DIRECTIONS FOR THIS TASK -
What is the number of lines in these entries that include "Dunnica"? Write that number and no other text.

── PROVIDED MATERIAL ──

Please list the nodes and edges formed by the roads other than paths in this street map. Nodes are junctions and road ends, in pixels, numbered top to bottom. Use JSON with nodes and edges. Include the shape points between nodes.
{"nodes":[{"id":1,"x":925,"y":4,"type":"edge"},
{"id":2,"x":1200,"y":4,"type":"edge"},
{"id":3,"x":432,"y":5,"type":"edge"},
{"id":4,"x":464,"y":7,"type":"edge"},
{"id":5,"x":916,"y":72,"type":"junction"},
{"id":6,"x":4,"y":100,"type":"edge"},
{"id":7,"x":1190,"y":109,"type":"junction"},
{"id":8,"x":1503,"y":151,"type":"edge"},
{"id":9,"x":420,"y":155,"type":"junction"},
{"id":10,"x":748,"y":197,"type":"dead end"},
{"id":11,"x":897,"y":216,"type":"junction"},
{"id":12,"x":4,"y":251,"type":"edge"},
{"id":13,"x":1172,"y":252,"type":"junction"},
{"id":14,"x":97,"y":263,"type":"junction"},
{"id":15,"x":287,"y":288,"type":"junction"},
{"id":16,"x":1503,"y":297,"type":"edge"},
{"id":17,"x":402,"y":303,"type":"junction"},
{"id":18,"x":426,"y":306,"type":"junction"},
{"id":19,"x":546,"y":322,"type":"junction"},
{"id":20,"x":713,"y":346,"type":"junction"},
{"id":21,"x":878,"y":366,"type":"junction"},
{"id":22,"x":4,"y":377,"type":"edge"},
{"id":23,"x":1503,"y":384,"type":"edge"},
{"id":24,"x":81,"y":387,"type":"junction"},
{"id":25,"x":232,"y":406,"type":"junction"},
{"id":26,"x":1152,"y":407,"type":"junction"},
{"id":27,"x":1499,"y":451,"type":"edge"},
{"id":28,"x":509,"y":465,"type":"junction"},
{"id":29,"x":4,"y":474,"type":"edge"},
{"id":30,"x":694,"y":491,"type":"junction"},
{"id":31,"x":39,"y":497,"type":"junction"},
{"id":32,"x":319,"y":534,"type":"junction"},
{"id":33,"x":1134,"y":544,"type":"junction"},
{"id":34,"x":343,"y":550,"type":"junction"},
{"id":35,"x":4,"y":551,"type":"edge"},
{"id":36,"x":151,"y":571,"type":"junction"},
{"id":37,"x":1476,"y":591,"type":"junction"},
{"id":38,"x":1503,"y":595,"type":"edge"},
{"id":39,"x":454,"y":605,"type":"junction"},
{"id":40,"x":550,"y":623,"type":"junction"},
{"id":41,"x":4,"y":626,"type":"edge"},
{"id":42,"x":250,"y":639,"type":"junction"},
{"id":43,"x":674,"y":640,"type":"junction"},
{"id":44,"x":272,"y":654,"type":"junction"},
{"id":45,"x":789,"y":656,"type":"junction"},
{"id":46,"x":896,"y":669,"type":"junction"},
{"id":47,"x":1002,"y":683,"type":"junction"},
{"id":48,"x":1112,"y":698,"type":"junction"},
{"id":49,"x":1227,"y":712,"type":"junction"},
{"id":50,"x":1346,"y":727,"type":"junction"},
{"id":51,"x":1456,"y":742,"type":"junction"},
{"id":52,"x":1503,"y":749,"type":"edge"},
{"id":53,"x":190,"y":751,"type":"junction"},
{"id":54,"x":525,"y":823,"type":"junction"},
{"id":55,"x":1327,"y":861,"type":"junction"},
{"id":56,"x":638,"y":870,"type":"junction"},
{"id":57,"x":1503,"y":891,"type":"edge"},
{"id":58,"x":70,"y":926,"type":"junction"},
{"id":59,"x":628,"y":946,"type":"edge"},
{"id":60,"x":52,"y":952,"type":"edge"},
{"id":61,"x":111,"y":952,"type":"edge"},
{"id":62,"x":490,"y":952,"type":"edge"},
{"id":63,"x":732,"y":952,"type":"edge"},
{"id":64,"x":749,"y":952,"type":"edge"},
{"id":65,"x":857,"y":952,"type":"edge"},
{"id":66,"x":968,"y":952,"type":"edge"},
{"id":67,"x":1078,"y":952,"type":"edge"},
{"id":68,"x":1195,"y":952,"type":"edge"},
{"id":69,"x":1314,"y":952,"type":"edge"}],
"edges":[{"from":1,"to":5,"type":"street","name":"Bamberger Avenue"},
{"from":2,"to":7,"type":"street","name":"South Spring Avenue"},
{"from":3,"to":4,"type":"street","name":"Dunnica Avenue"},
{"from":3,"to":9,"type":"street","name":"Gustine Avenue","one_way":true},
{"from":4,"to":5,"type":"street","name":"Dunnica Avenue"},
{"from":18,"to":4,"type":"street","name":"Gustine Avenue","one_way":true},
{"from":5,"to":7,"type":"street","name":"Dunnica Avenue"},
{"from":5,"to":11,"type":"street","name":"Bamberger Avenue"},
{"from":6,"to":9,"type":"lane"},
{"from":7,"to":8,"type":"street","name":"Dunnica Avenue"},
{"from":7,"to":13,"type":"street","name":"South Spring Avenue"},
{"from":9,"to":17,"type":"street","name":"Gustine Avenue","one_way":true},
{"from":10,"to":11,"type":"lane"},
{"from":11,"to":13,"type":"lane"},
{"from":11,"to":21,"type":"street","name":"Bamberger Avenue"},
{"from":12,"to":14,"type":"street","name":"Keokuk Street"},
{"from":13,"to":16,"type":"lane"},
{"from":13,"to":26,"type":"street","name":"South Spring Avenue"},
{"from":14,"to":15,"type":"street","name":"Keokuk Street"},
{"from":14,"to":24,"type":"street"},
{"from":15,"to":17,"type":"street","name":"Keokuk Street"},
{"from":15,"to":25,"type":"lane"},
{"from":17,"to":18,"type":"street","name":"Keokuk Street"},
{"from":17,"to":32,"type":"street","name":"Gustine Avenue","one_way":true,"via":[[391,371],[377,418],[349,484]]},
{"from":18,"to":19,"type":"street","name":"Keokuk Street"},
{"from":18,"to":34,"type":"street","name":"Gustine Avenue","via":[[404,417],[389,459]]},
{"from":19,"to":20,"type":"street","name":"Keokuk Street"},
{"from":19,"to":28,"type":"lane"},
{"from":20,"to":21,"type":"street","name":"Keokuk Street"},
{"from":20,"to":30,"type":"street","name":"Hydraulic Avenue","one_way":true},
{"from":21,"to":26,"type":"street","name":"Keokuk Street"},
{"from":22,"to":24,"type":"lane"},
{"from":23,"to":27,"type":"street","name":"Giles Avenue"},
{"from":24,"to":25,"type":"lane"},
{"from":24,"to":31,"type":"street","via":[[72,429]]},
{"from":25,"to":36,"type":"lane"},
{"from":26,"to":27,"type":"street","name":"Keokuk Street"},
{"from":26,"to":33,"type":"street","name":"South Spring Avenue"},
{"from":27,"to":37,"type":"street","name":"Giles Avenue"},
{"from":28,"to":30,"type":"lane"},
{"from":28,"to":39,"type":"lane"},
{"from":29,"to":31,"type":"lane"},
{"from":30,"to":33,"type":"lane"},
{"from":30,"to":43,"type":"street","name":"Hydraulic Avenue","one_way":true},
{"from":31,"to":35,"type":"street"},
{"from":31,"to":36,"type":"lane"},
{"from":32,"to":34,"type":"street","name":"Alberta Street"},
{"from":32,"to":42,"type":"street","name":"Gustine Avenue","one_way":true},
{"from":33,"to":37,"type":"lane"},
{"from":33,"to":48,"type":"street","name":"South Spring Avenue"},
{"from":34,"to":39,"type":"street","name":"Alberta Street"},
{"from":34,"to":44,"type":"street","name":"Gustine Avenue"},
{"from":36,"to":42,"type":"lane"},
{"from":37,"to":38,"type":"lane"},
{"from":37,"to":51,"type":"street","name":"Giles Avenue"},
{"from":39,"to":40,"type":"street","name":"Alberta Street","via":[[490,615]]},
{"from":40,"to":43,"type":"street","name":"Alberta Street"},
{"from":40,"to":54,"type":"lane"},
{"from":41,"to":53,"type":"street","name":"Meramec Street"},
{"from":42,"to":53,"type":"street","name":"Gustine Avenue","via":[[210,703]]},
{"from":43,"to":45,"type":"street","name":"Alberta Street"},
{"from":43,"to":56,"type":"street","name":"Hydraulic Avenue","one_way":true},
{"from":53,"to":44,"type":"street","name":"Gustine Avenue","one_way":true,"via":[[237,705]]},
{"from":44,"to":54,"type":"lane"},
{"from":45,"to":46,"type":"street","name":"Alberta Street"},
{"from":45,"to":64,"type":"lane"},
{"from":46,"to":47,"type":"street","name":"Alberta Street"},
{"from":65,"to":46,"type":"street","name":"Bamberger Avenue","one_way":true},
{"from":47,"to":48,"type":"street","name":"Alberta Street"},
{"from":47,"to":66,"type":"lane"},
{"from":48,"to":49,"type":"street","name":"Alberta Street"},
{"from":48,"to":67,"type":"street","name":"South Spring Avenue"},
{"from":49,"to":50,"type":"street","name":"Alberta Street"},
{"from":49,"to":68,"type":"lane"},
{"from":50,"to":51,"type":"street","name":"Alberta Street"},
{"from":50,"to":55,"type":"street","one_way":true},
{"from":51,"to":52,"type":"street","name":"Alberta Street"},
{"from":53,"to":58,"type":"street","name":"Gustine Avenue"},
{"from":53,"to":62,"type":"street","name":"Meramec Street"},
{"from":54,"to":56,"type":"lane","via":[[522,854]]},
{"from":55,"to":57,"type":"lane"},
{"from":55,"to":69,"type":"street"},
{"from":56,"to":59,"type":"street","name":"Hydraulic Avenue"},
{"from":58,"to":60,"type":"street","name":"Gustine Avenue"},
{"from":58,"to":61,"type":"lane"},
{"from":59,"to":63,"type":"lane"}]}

───

RESPONSE -
4